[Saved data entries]
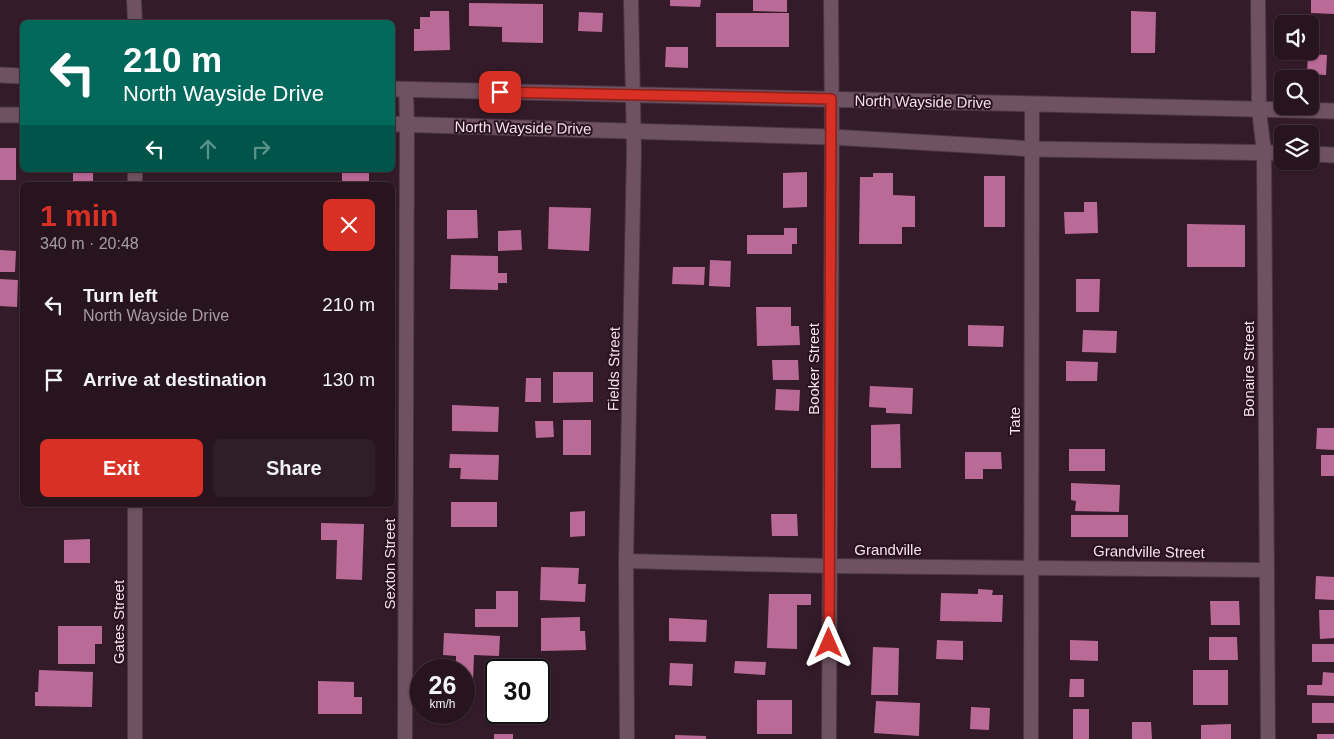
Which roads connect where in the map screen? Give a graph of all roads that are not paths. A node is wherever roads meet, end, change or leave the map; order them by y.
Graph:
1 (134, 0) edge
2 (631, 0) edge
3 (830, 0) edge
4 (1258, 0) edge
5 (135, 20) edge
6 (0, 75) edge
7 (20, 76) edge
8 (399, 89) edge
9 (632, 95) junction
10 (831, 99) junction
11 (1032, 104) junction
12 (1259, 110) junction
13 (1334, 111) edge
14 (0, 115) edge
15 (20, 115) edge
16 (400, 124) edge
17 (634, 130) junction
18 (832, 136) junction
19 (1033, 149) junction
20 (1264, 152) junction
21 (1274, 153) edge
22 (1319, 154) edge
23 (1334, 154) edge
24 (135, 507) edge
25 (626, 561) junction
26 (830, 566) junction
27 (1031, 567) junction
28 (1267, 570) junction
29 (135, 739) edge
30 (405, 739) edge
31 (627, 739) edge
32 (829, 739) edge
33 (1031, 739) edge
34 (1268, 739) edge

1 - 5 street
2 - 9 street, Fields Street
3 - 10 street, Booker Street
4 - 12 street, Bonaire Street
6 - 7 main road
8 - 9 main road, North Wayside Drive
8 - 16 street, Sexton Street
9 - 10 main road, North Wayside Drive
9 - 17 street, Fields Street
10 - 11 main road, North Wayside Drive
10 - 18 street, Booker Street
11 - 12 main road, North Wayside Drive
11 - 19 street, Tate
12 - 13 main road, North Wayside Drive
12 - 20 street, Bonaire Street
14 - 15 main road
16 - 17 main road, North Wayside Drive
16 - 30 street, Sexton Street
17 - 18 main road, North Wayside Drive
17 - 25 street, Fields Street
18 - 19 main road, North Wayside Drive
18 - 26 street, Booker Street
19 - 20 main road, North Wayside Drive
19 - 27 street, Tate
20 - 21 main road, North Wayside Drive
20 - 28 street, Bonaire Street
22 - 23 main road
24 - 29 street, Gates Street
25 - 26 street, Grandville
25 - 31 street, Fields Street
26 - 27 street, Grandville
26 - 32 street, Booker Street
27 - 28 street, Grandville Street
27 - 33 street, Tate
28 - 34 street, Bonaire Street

● Requirement: For each record above, write out every line exactly and skip the pictures.

● Task output:
Which roads connect where in the map screen? Give a graph of all roads that are not paths. A node is wherever roads meet, end, change or leave the map; order them by y.
Graph:
1 (134, 0) edge
2 (631, 0) edge
3 (830, 0) edge
4 (1258, 0) edge
5 (135, 20) edge
6 (0, 75) edge
7 (20, 76) edge
8 (399, 89) edge
9 (632, 95) junction
10 (831, 99) junction
11 (1032, 104) junction
12 (1259, 110) junction
13 (1334, 111) edge
14 (0, 115) edge
15 (20, 115) edge
16 (400, 124) edge
17 (634, 130) junction
18 (832, 136) junction
19 (1033, 149) junction
20 (1264, 152) junction
21 (1274, 153) edge
22 (1319, 154) edge
23 (1334, 154) edge
24 (135, 507) edge
25 (626, 561) junction
26 (830, 566) junction
27 (1031, 567) junction
28 (1267, 570) junction
29 (135, 739) edge
30 (405, 739) edge
31 (627, 739) edge
32 (829, 739) edge
33 (1031, 739) edge
34 (1268, 739) edge

1 - 5 street
2 - 9 street, Fields Street
3 - 10 street, Booker Street
4 - 12 street, Bonaire Street
6 - 7 main road
8 - 9 main road, North Wayside Drive
8 - 16 street, Sexton Street
9 - 10 main road, North Wayside Drive
9 - 17 street, Fields Street
10 - 11 main road, North Wayside Drive
10 - 18 street, Booker Street
11 - 12 main road, North Wayside Drive
11 - 19 street, Tate
12 - 13 main road, North Wayside Drive
12 - 20 street, Bonaire Street
14 - 15 main road
16 - 17 main road, North Wayside Drive
16 - 30 street, Sexton Street
17 - 18 main road, North Wayside Drive
17 - 25 street, Fields Street
18 - 19 main road, North Wayside Drive
18 - 26 street, Booker Street
19 - 20 main road, North Wayside Drive
19 - 27 street, Tate
20 - 21 main road, North Wayside Drive
20 - 28 street, Bonaire Street
22 - 23 main road
24 - 29 street, Gates Street
25 - 26 street, Grandville
25 - 31 street, Fields Street
26 - 27 street, Grandville
26 - 32 street, Booker Street
27 - 28 street, Grandville Street
27 - 33 street, Tate
28 - 34 street, Bonaire Street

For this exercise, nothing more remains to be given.